From the very beginning, I have eaten the damn cake. |
Today, I saw her post, "Women's Work," and I can't stop thinking about it. I can't stop thinking about the power of one negative comment. I can't stop thinking about how easy it is for an outside opinion to touch and taint a perspective.
It's interesting to watch the humans goad one another into lives that I'm pretty sure nobody wants, lives consumed with constant work and climbing. As Kate writes,
I am realizing more and more that I am intensely afraid of appearing to not be throwing myself into my career, the way every self-respecting, educated, enlightened twenty-something woman should be. God forbid, I should look as though I am not doing enough. God forbid I should fail to scramble up higher and higher on the ladder of life until my accomplishments speak so clearly for themselves that I never again need to explain that, yes, I am working. I am always working.
In my twenties, I truly believed that working hard and achieving were the keys to getting a better life. If I just pushed hard enough, I was sure that I would get...well I didn't know what I would get, but it would be Something Great. I was very attached to the idea of Success and what Being Successful would bring to my life - respect, a feeling of accomplishment, more security, more love, etc.
And, in a way, I was absolutely right. Being successful, truly successful, has brought me all of those things...though being truly successful looks nothing like the picture I originally had in my head of Success. It took me more than a decade (all of my twenties, and some of my thirties!) to really get that the cookie-cutter version of Success that I had bought into ("work hard-feel disconnected-work harder-burn out-get a degree-rinse, repeat") brought me less self-respect, a good dose of hollowness, more general anxiety, and less time to love.

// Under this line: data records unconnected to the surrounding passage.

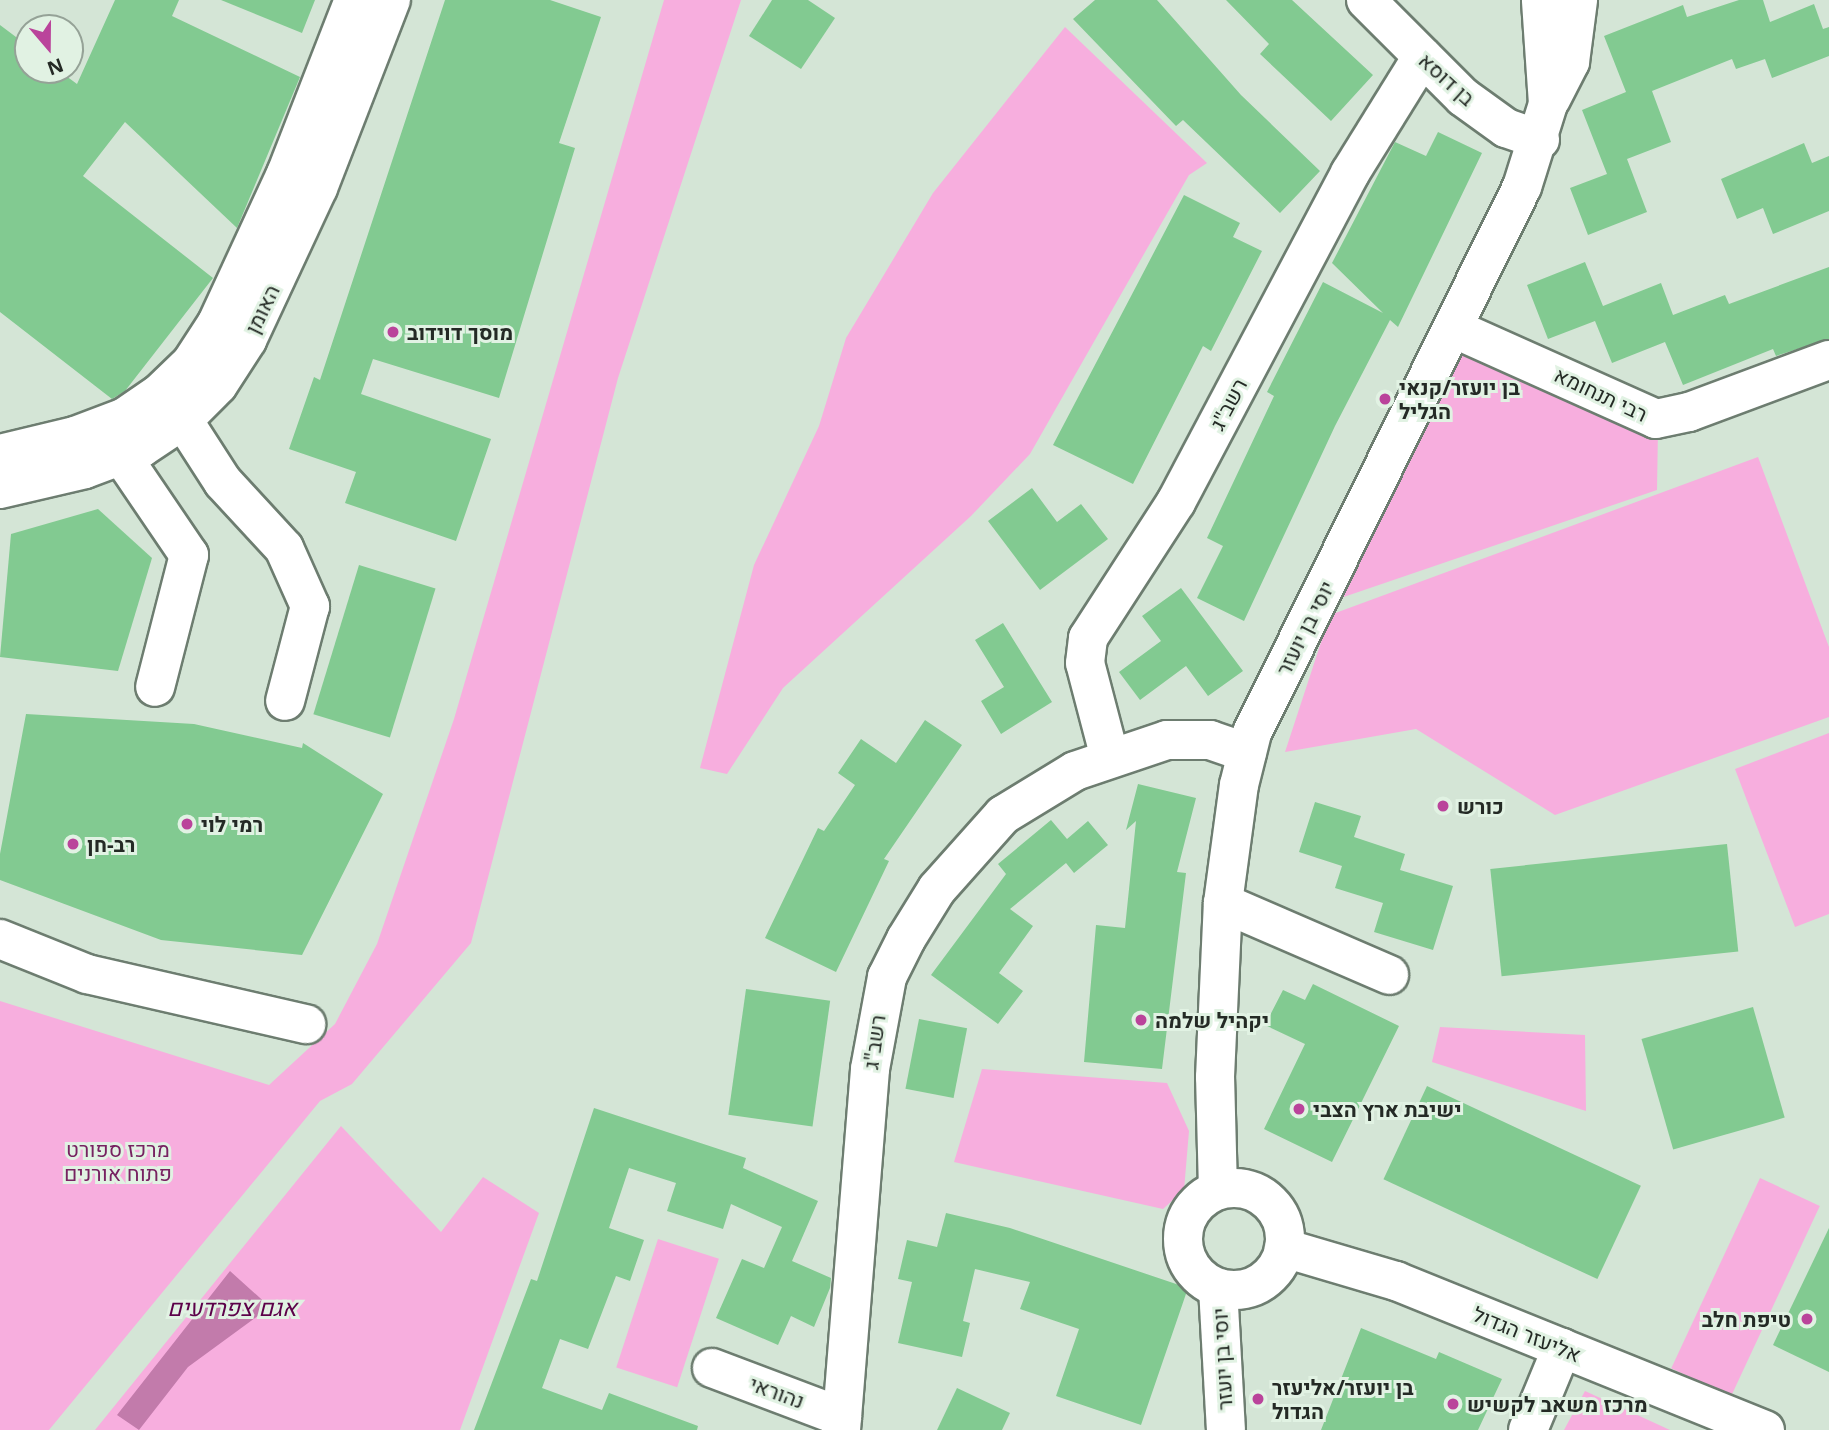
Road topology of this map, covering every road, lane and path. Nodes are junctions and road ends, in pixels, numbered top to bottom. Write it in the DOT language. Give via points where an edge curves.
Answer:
graph roads {
  1 [pos="354,0"];
  2 [pos="391,0"];
  3 [pos="1366,0"];
  4 [pos="1541,0"];
  5 [pos="1578,0"];
  6 [pos="1422,57"];
  7 [pos="1544,122"];
  8 [pos="1455,329"];
  9 [pos="1829,360"];
  10 [pos="183,420"];
  11 [pos="0,454"];
  12 [pos="121,456"];
  13 [pos="0,489"];
  14 [pos="155,687"];
  15 [pos="285,701"];
  16 [pos="1247,753"];
  17 [pos="1110,758"];
  18 [pos="1223,903"];
  19 [pos="0,939"];
  20 [pos="1389,975"];
  21 [pos="306,1024"];
  22 [pos="1218,1190"];
  23 [pos="1284,1248"];
  24 [pos="1218,1288"];
  25 [pos="1562,1348"];
  26 [pos="712,1368"];
  27 [pos="842,1423"];
  28 [pos="1226,1430"];
  29 [pos="1528,1430"];
  30 [pos="1765,1430"];
  1 -- 11 [label="street, האומן" via="286,174 223,311 191,363 160,393 125,417"];
  2 -- 10 [label="street, האומן" via="318,188 272,290 218,385"];
  3 -- 6 [label="street, בן דוסא"];
  4 -- 7 [label="street, יוסי בן יועזר"];
  5 -- 7 [label="street, יוסי בן יועזר" via="1570,62"];
  6 -- 7 [label="street, בן דוסא" via="1463,97 1506,128"];
  6 -- 17 [label="street, רשב\"ג" via="1350,173 1176,502 1088,638 1085,663"];
  7 -- 8 [label="street, יוסי בן יועזר"];
  8 -- 9 [label="street, רבי תנחומא" via="1656,419 1689,412"];
  8 -- 16 [label="street, יוסי בן יועזר" via="1252,733"];
  10 -- 12 [label="street, האומן"];
  10 -- 15 [label="street" via="223,481 284,548 310,606"];
  12 -- 13 [label="street, האומן"];
  12 -- 14 [label="street" via="189,555"];
  16 -- 17 [label="street, רשב\"ג" via="1210,740 1167,740"];
  16 -- 18 [label="street, יוסי בן יועזר"];
  17 -- 27 [label="street, רשב\"ג" via="1075,771 1003,816 937,889 887,977 870,1069"];
  18 -- 20 [label="street"];
  18 -- 22 [label="street, יוסי בן יועזר" via="1214,1125"];
  19 -- 21 [label="street" via="87,974"];
  22 -- 23 [label="street" via="1252,1191 1268,1200 1284,1231"];
  22 -- 24 [label="street" via="1194,1206 1183,1231 1190,1266"];
  23 -- 24 [label="street" via="1278,1265 1260,1282 1235,1290"];
  23 -- 25 [label="street, אליעזר הגדול" via="1396,1282"];
  24 -- 28 [label="street, יוסי בן יועזר"];
  25 -- 29 [label="street"];
  25 -- 30 [label="street, אליעזר הגדול"];
  26 -- 27 [label="street, נהוראי"];
}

The success that I'm now experiencing has a lot less to do with checking off achievements and accomplishments or climbing some cliche career ladder - though I would be lying if I said I didn't sometimes sigh and fantasize about keeping up with the Joneses - I totally do that. I think we all do. But my True Success has more to do with a feeling of personal worth, a feeling of dignity and integrity. And, funny enough, it doesn't feel like drudgery.
I know I'm feeling Truly Successful when I'm feeling:
Inspired.
Connected.
Honest.
Rested.
Joyous.
Present.
Loving.
These feelings are my Work.
And to feel these things? Well, I have had to let my Theoretical Life To-Do List slide; I have to let go of the things that I do to Matter that don't really matter to me. That means I only read the books I want to read and clean my apartment less frequently and nap more and work fewer hours and don't rush and pay attention (when I remember). I'm aiming for a "do less, experience more" kind of life. And I make it, sometimes.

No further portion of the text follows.